Seventy years ago, Lyman T. Johnson became the first African American student enrolled at the University of Kentucky (UK). He bravely opened doors that were closed to too many for too long.
Earlier this year, in front of 500 community members at the banquet bearing his name, we shared excerpts from his biography, The Rest of the Dream. They are words darkened by adversity, but illuminated by hope:
“When you say if I don’t like this country then why don’t I leave it, then my classic illustration is: if my house is leaking, I don’t get mad at it and leave it. I just get the ladder and get me some tools and I get up on the house and I patch the leak. And that is what I’m going to do for my country — I love it; I like it. And when I see its imperfections, I’m not going to get mad at it and leave. I’m going to get mad at its imperfections.”
[Above: Lyman Johnson, right, and Kentucky State University President R. B. Atwood, leave federal district court in Lexington after the court ruled in favor of Johnson’s admission to the University of Kentucky.]
As we think about our next steps in creating a community of belonging — a place where every voice matters — there is both promise and challenge to be found in Johnson’s admonition. The words apply today as much as they did decades ago when he wrote them.
Today, we still feel the sting of racism; our “differences” — often framed around race, identity, ethnicity, and orientation — too often are used as a wedge between us rather than points of distinction to collectively celebrate.
Tremendous progress has undeniably been made over the last several years at UK. But we’ve also experienced the disappointment of moments where our divisions seem to overwhelm us and where our efforts do not fully yield the results we desire.
Two recent conferences held on our campus reflect both the progress we’ve made as well as the work that remains.
In December 2019, UK served as host for our first Diversity Leadership Summit, sponsored by our Martin Luther King Center and Office of Enrollment Management. More than 500 students from UK, other campuses, and high schools across Kentucky came for a daylong series of conversations.
The mission: empowering students to improve their college experiences and provide prospective students with the opportunity to develop their cultural identity and leadership skills.
Only two weeks later, the Higher E(d)quity Matters Conference, sponsored by the Council on Postsecondary Education, took place on our campus. It featured speakers and sessions designed to help campus leaders cultivate environments of belonging, in part by examining barriers that students, faculty, and staff still face in our shared journey.

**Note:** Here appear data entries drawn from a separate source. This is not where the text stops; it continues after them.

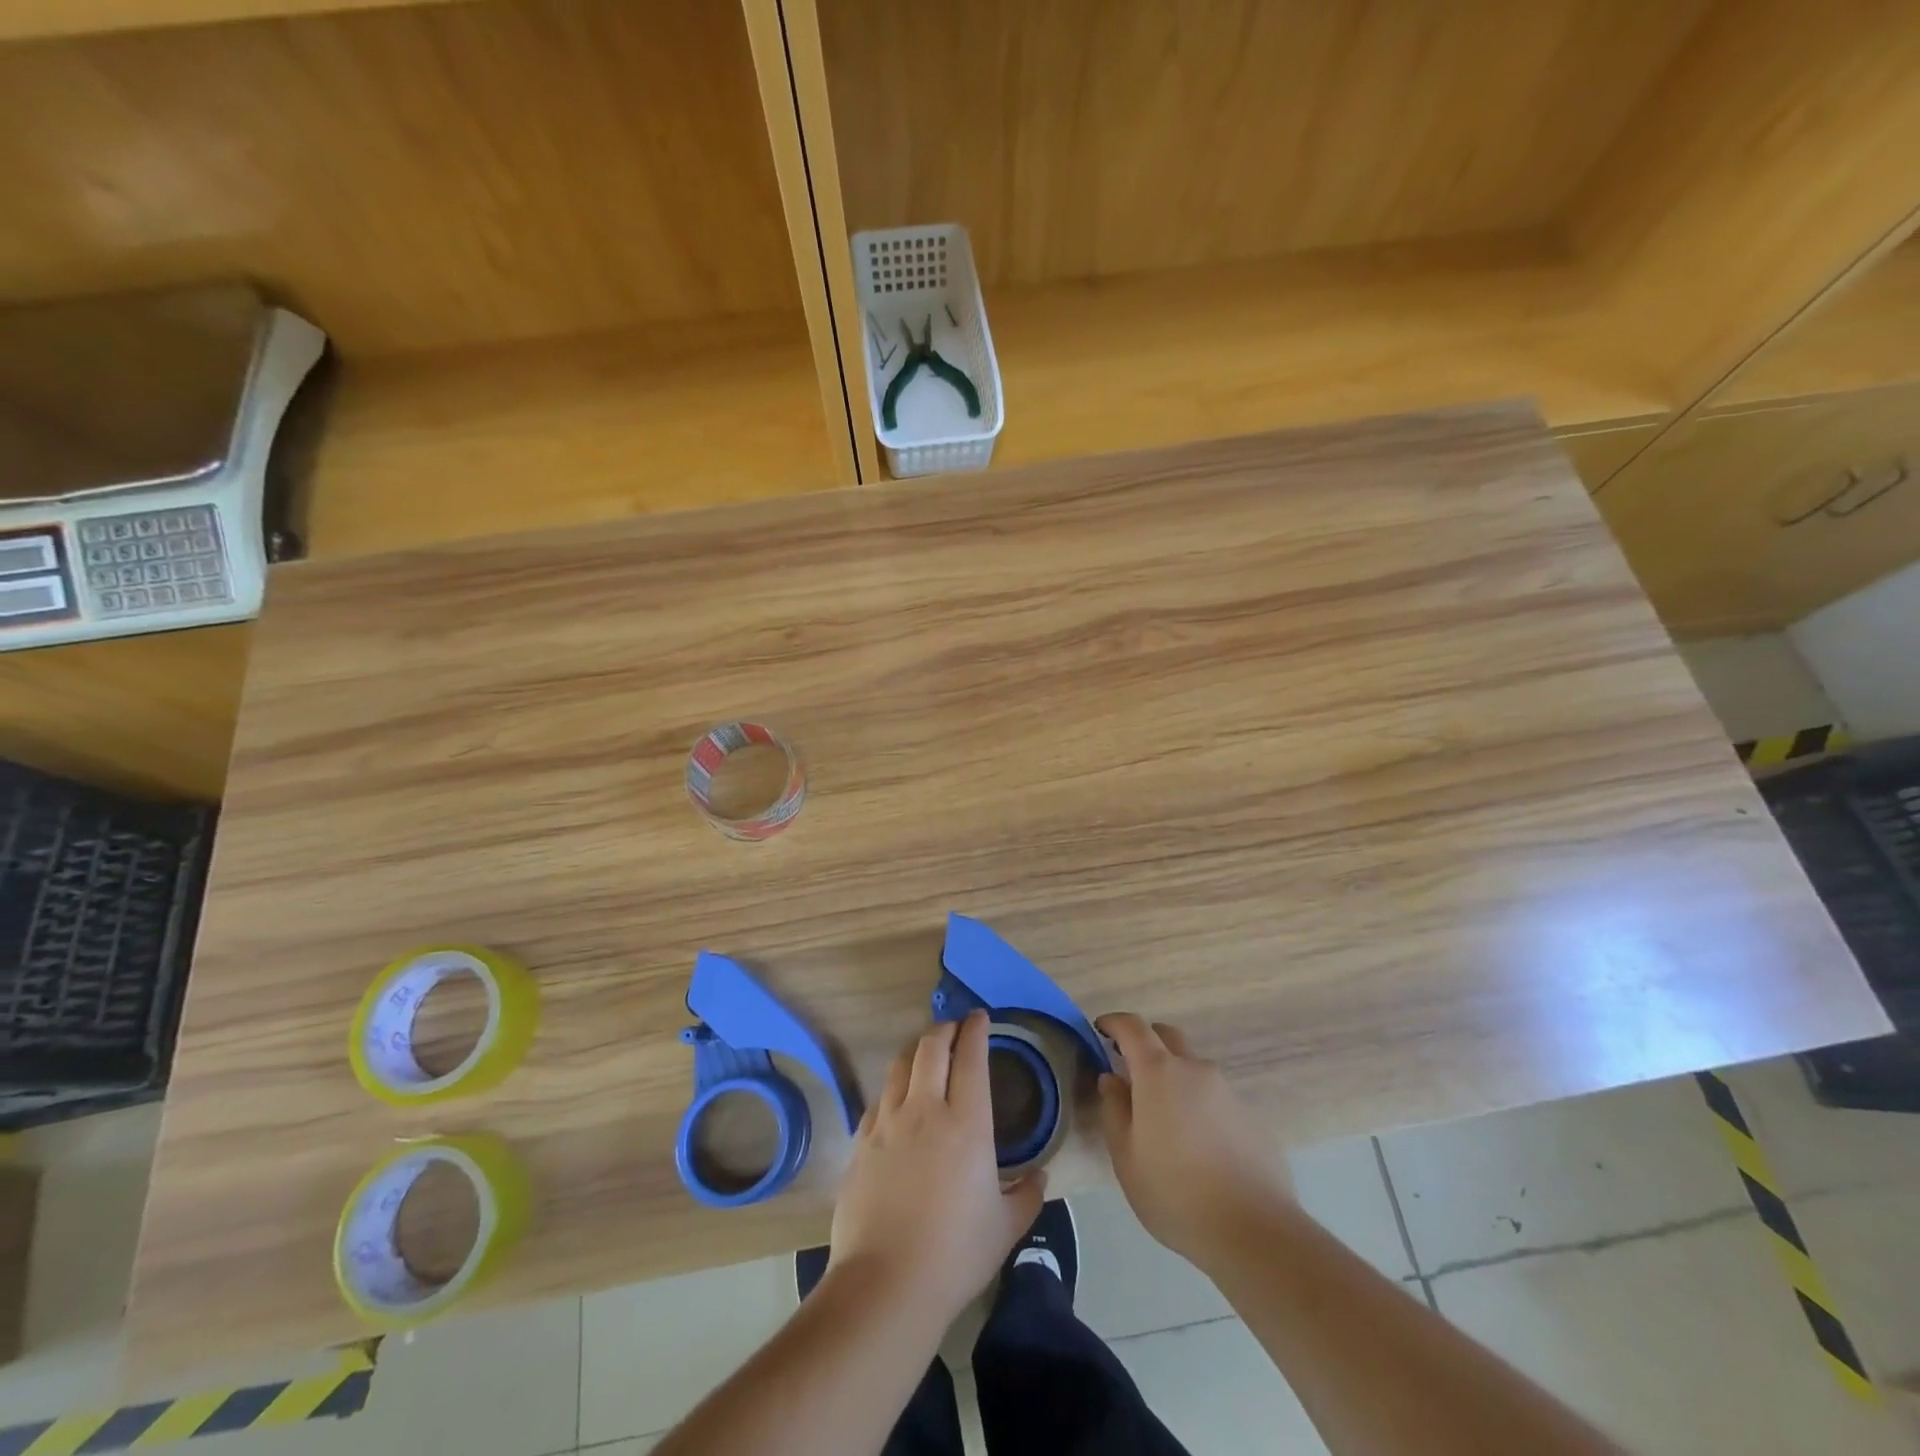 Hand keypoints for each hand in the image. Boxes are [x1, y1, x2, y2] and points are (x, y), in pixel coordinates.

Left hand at [827, 1011, 1044, 1326]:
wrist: (886, 1284)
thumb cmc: (955, 1254)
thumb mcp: (1006, 1227)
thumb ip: (1028, 1194)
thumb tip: (1040, 1175)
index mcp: (966, 1122)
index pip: (971, 1057)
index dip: (976, 1030)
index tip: (980, 1017)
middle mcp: (925, 1109)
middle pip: (931, 1047)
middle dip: (945, 1029)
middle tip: (955, 1028)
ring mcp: (887, 1122)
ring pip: (900, 1064)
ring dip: (917, 1050)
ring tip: (926, 1053)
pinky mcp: (861, 1141)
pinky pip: (879, 1098)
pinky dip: (894, 1087)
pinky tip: (898, 1099)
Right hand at [1097, 1013, 1293, 1270]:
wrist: (1255, 1231)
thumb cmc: (1176, 1193)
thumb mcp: (1126, 1158)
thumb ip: (1115, 1110)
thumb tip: (1111, 1079)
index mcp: (1159, 1073)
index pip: (1133, 1026)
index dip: (1113, 1022)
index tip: (1100, 1030)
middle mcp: (1195, 1070)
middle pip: (1166, 1037)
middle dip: (1145, 1043)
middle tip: (1129, 1069)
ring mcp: (1227, 1091)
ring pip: (1192, 1069)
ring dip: (1173, 1078)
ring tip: (1164, 1119)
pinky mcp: (1250, 1117)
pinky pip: (1214, 1098)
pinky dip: (1198, 1105)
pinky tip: (1197, 1146) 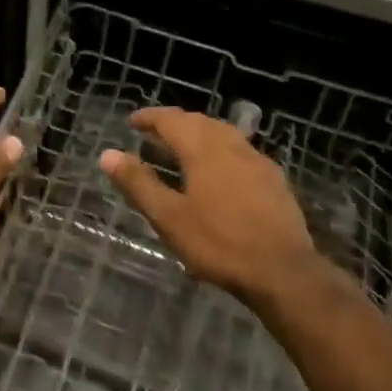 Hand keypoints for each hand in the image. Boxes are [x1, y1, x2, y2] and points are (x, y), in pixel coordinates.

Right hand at [100, 108, 341, 305]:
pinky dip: (221, 151)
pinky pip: (241, 151)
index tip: (132, 122)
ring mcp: (257, 161)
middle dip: (174, 124)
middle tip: (154, 134)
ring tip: (183, 149)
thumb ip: (138, 183)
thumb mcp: (169, 217)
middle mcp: (231, 145)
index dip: (150, 118)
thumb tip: (107, 154)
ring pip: (223, 134)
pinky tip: (220, 172)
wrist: (284, 272)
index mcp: (202, 149)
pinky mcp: (274, 180)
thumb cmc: (219, 243)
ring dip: (199, 134)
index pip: (171, 120)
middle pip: (199, 122) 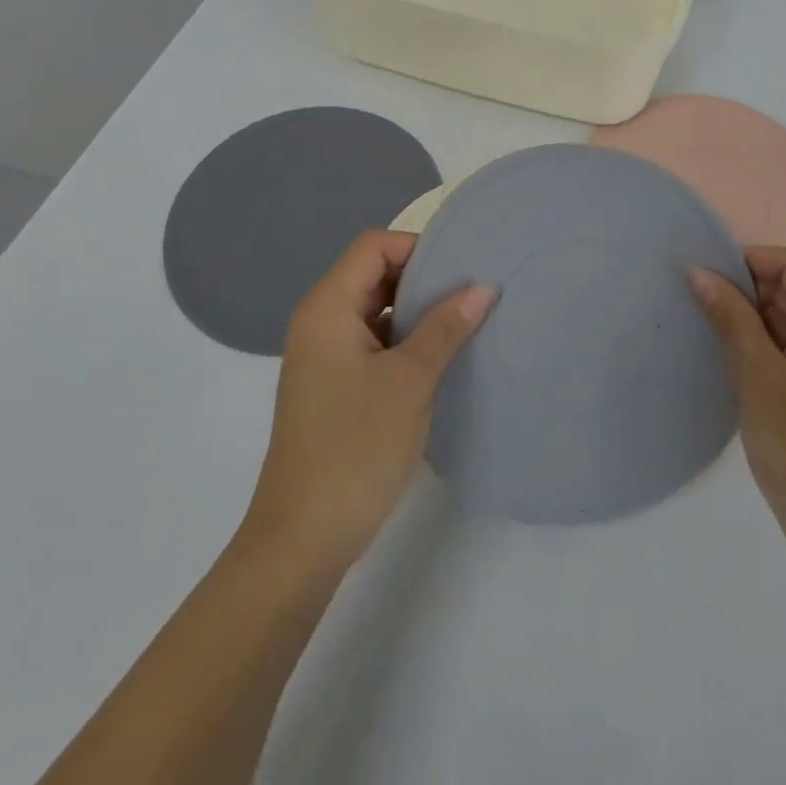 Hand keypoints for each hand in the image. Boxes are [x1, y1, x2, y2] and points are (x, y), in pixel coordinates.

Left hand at [242, 230, 493, 571]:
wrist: (302, 540)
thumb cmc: (355, 448)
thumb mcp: (409, 382)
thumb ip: (446, 327)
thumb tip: (483, 287)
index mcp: (328, 308)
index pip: (374, 246)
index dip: (417, 248)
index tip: (461, 269)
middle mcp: (320, 322)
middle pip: (373, 274)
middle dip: (422, 278)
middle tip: (472, 292)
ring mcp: (324, 357)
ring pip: (375, 311)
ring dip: (416, 312)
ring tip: (465, 322)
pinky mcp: (333, 387)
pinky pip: (372, 343)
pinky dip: (404, 341)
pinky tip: (440, 359)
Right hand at [691, 247, 785, 563]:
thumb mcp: (758, 378)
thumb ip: (731, 318)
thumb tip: (699, 271)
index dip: (749, 260)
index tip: (707, 278)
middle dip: (745, 290)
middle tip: (699, 309)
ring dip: (750, 320)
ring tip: (708, 335)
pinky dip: (761, 346)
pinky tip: (731, 364) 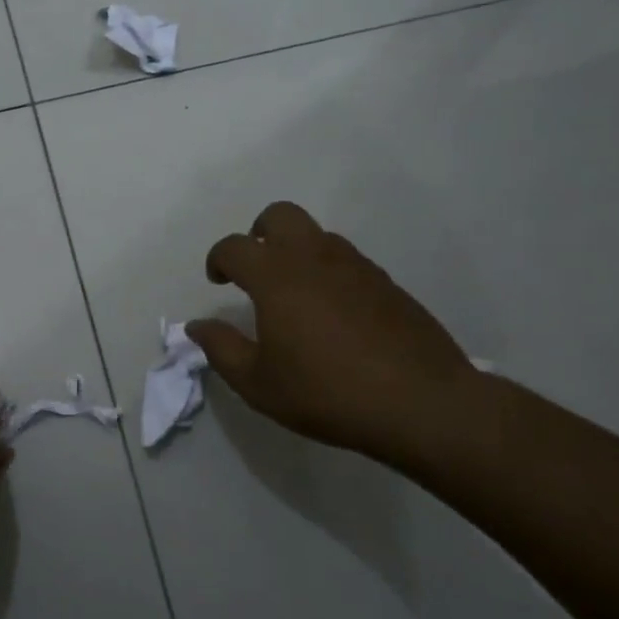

These are examples of our collective commitment, across higher education in Kentucky, to ensure that all of our people — from all backgrounds, perspectives, orientations, identities, and ideologies — know that they are valued.
And, indeed, we are proud of the progress we have made at UK:
- For the third consecutive year, UK received INSIGHT Into Diversity’s highest honors — the Diversity Champion and the Higher Education Excellence in Diversity (HEED) Awards.
- UK is ranked among the top 25 campuses in the nation for LGBTQ inclusion and safety by Campus Pride Index.
- We celebrate record six-year graduation rates for both underrepresented students of color and low-income students. Between 2011-2012 and 2019-2020, enrollment of underrepresented students of color increased 4.9 percentage points; for low-income students, there was a 9 percentage point increase.
- A recent study featured in The Chronicle of Higher Education found that UK was among the top public flagship universities in the country in campus diversity.
A more diverse community is, ultimately, a stronger and more vibrant one.
This progress is encouraging, but we always have more work to do. In the words of Lyman T. Johnson, we must “not let the wagon roll back down the hill.”
For example, even as we are investing more money than ever toward hiring minority faculty — a consistent commitment — our results in this important area have been uneven.
Yet we recognize that all students deserve to see people who look like them at the front of the classroom. Such diversity creates an even richer intellectual campus.
Moreover, our students should expect a place that does not tell them what to think, but instead teaches them how to think critically and communicate effectively. They can expect their goals and aspirations to be taken seriously, and they can expect their ideas to be refined, changed, or strengthened.
That’s why conferences like these matter; they underscore our commitment to that work and to candid conversation.
The result will be a campus better equipped to enrich those communities we serve and to uplift those around us. We will work together, not only to keep the wagon from rolling down the hill, but to ensure it continues an inexorable path upward.
Eli Capilouto, DMD, ScD, is president of the University of Kentucky. Sonja Feist-Price, PhD, is vice president for institutional diversity at the University of Kentucky. This article ran in the March 2020 issue.